Blue stops filling his veins for a moment. Instead, he tastes red on his tongue. Red, not in anger, not in danger, but in the dizzying, profound way of yearning.

Or: Hiori Yo grows up in blue. That is, until Karasu Tabito comes along.

Notes:

cw: brief implications of self harm & mention of suicide idealization. if you're uncomfortable, skip from "Sometimes, Hiori wonders,..." to "The blue in his eyes..."

(See the end of the work for more notes.)

Work Text:

30th of November, a child screamed his first cries in a doctor’s arms.

A healthy baby, suitable for a child of two accomplished athletes. Blue hair, blue eyes, and features faintly resembling both of his parents. 

Hiori Yo, his mom had whispered, stroking his cheeks. May you be diligent, may you be kind, for your destiny is preordained.

Outside, snow painted the ground white. The sky, however, remained blue. 

 

______

 

Hiori Yo grows up in blue. 

When he stares at the mirror, blue hair and blue eyes stare back at him. Blue in his father’s eyes, blue in his mother’s hair. Blue, the color of the cheap shampoo stored in bottles in the boys locker room.
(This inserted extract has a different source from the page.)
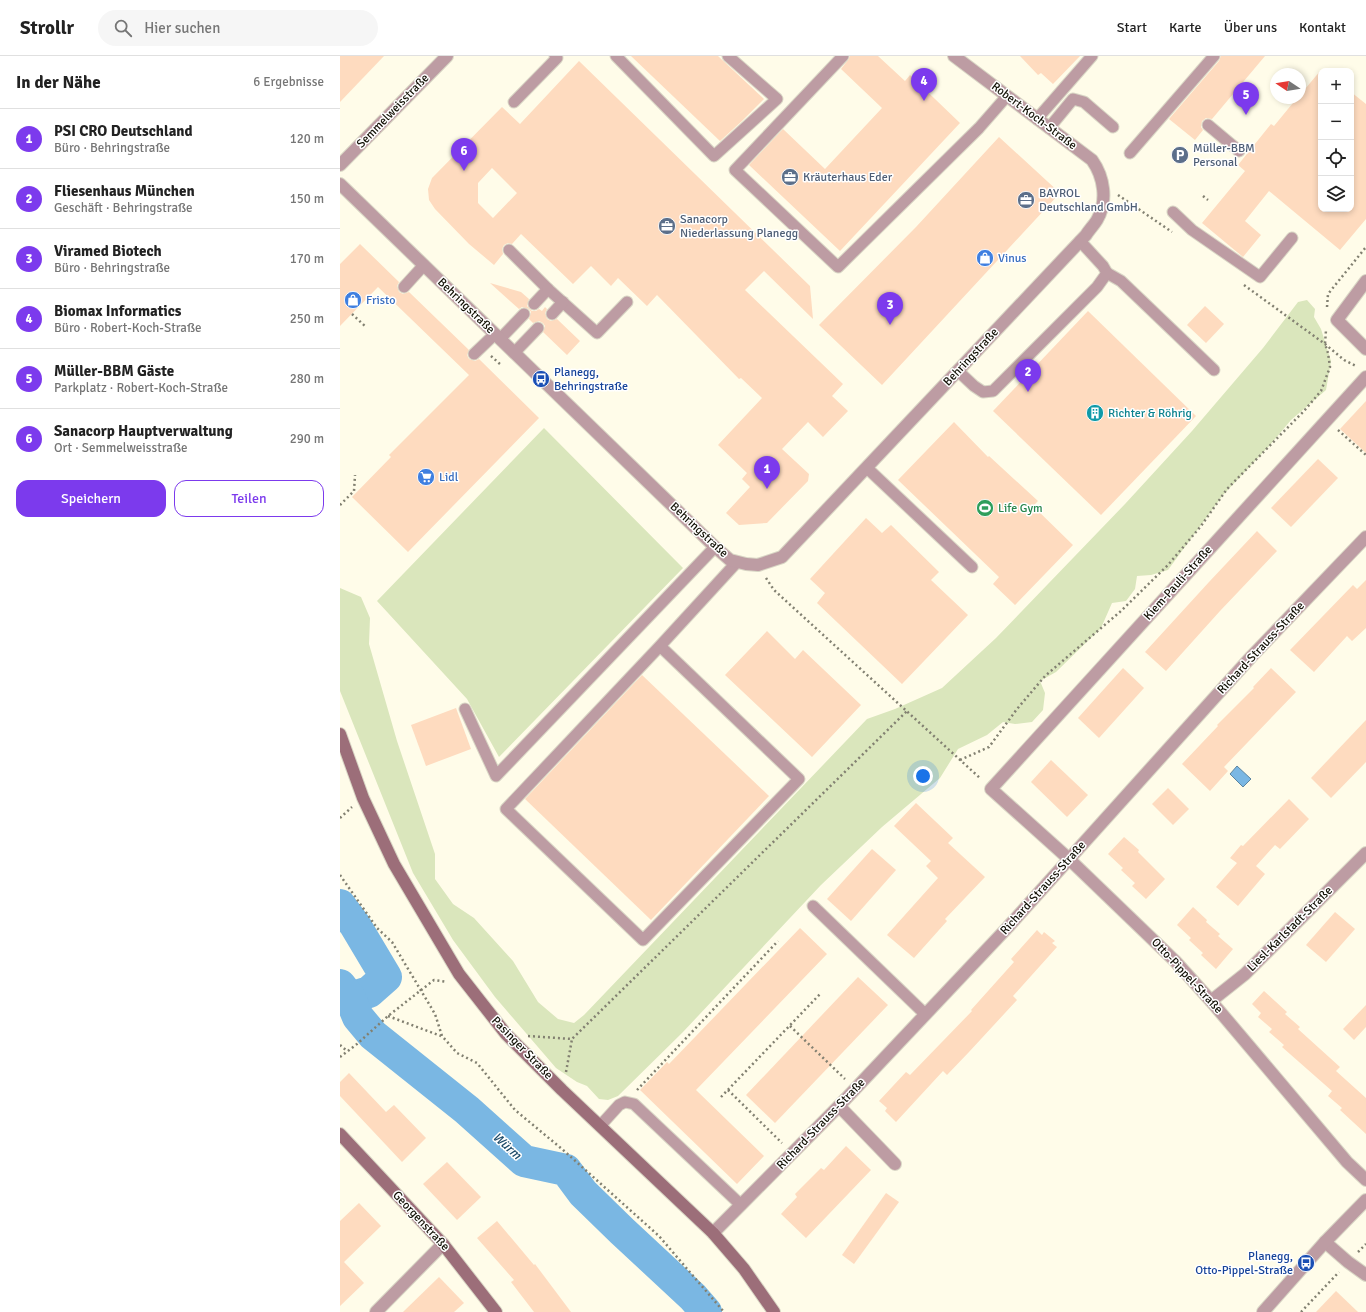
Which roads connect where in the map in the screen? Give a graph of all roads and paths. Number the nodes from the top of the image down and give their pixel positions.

Blue paints the diet plan his mother gives him, the schedule paper of the training programme his dad creates for him.

Blue is on the ball he kicks around everyday, blue like the uniform of his football team. 

Blue is soccer, the destiny he was planned to walk on, the path that was carefully crafted down to every detail by his parents. 

Blue is soccer, the reason he was even born. 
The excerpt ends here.